Search the listing for the string "edges" and copy every line that contains it.

******

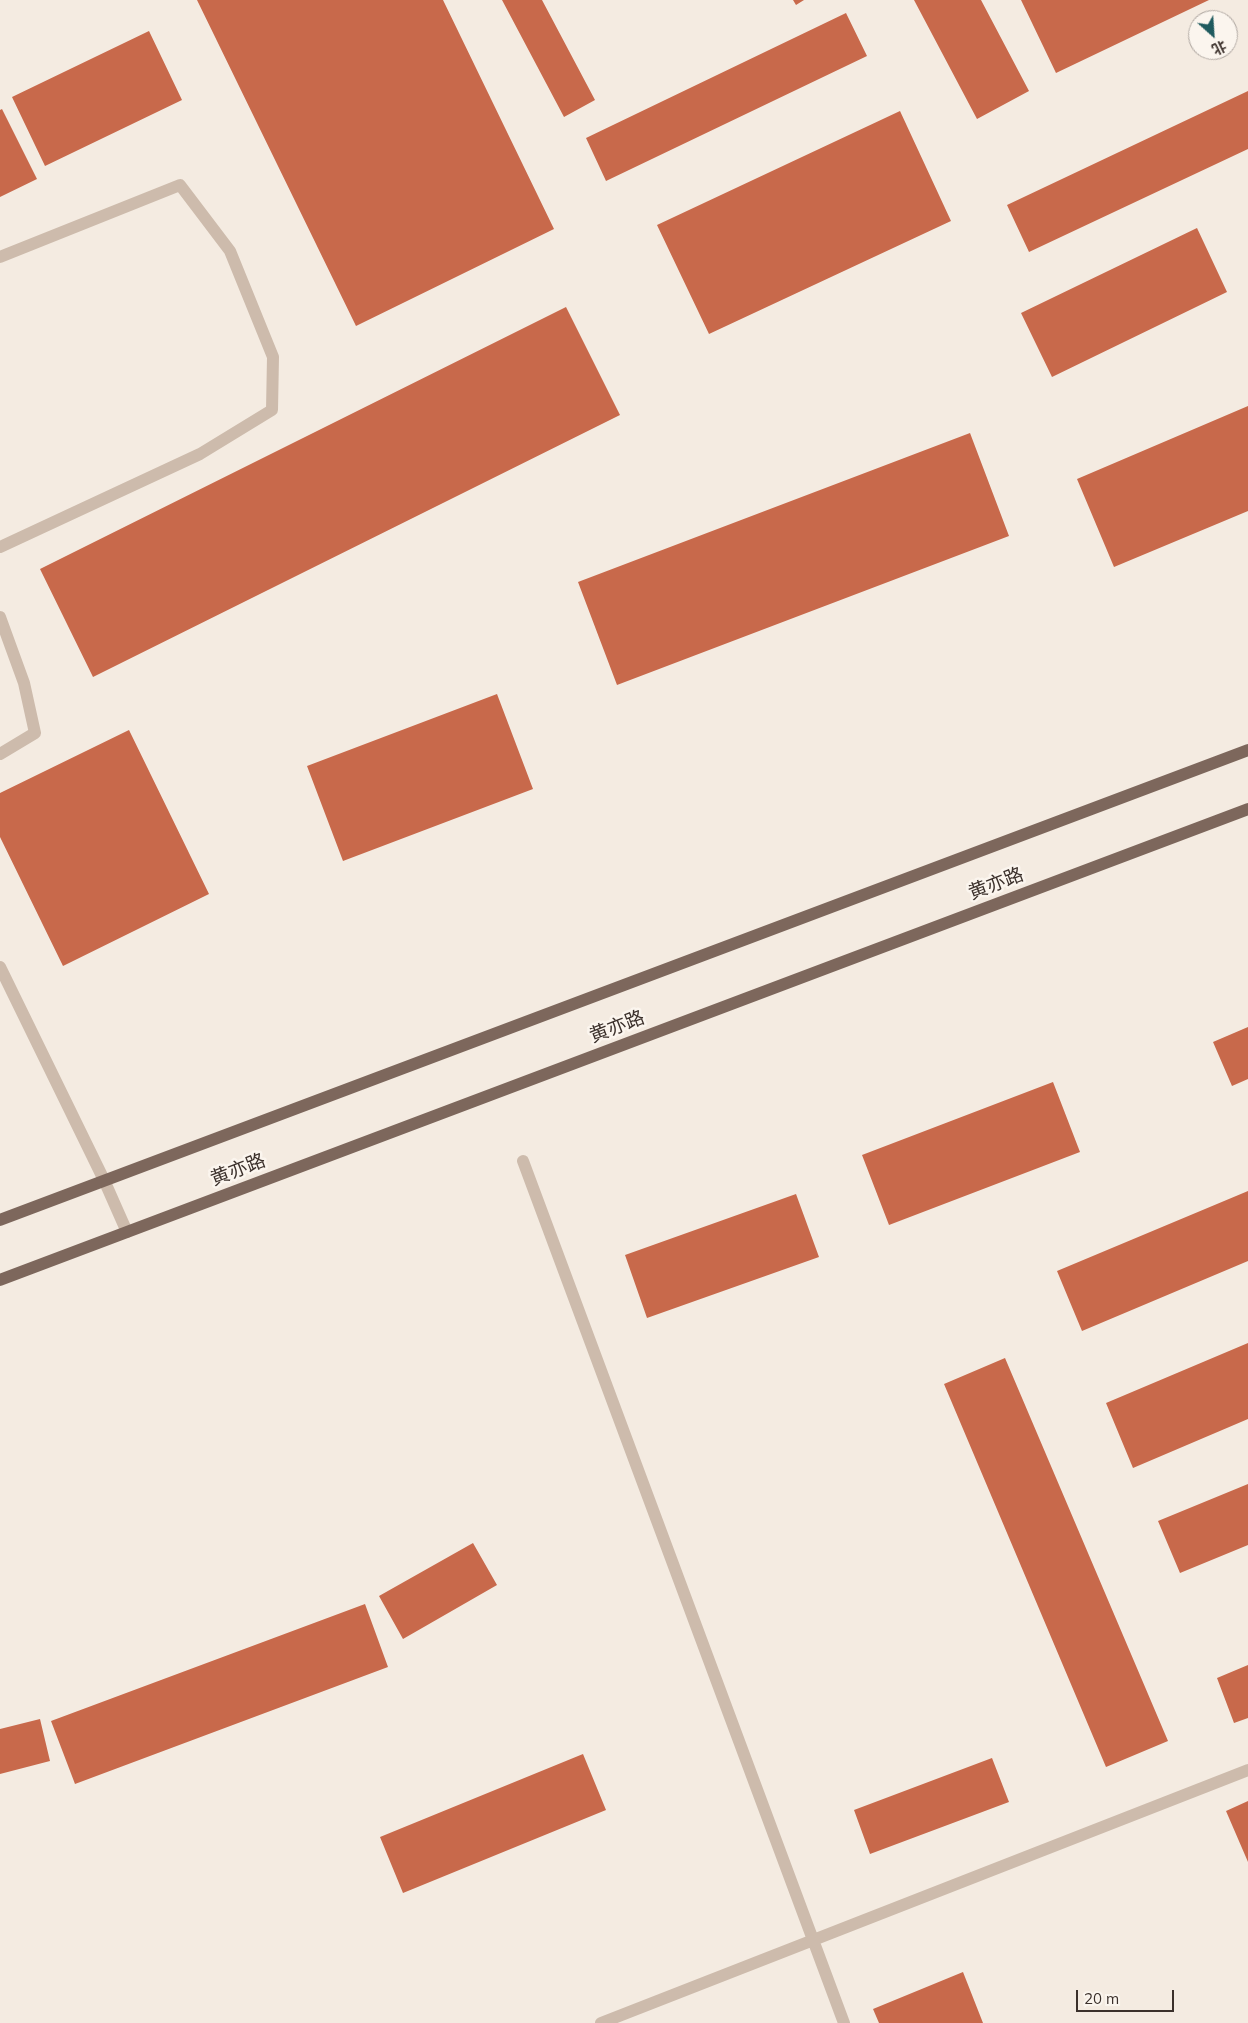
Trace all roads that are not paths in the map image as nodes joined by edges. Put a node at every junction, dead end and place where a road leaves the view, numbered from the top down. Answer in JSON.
{"nodes":[{"id":1,"x":0,"y":257,"type":"edge"},
{"id":2,"x":0,"y":547,"type":"edge"},
{"id":3,"x":0,"y":616,"type":"edge"},
{"id":4,"x":1248,"y":750,"type":"edge"},
{"id":5,"x":0,"y":754,"type":"edge"},
{"id":6,"x":1248,"y":809,"type":"edge"},
{"id":7,"x":0,"y":967,"type":"edge"},
{"id":8,"x":523,"y":1161,"type":"dead end"},
{"id":9,"x":104,"y":1180,"type":"junction"},
{"id":10,"x":0,"y":1220,"type":"edge"},
{"id":11,"x":127,"y":1232,"type":"junction"},
{"id":12,"x":0,"y":1280,"type":"edge"},
{"id":13,"x":1248,"y":1770,"type":"edge"},
{"id":14,"x":813,"y":1940,"type":"junction"},
{"id":15,"x":601,"y":2023,"type":"edge"},
{"id":16,"x":844,"y":2023,"type":"edge"}],
"edges":[{"from":1,"to":2,"type":"lane"},
{"from":3,"to":5,"type":"lane"},
{"from":4,"to":9,"type":"main road","name":"黄亦路"},
{"from":6,"to":11,"type":"main road","name":"黄亦路"},
{"from":7,"to":9,"type":"lane"},
{"from":8,"to":14,"type":"lane"},
{"from":9,"to":10,"type":"main road","name":"黄亦路"},
{"from":9,"to":11,"type":"lane"},
{"from":11,"to":12,"type":"main road","name":"黄亦路"},
{"from":13,"to":14,"type":"lane"},
{"from":14,"to":15,"type":"lane"},
{"from":14,"to":16,"type":"lane"}]}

******

#### RESPONSE FOR THIS EXERCISE:
Trace all roads that are not paths in the map image as nodes joined by edges. Put a node at every junction, dead end and place where a road leaves the view, numbered from the top down. Answer in JSON.
"edges":[{"from":1,"to":2,"type":"lane"},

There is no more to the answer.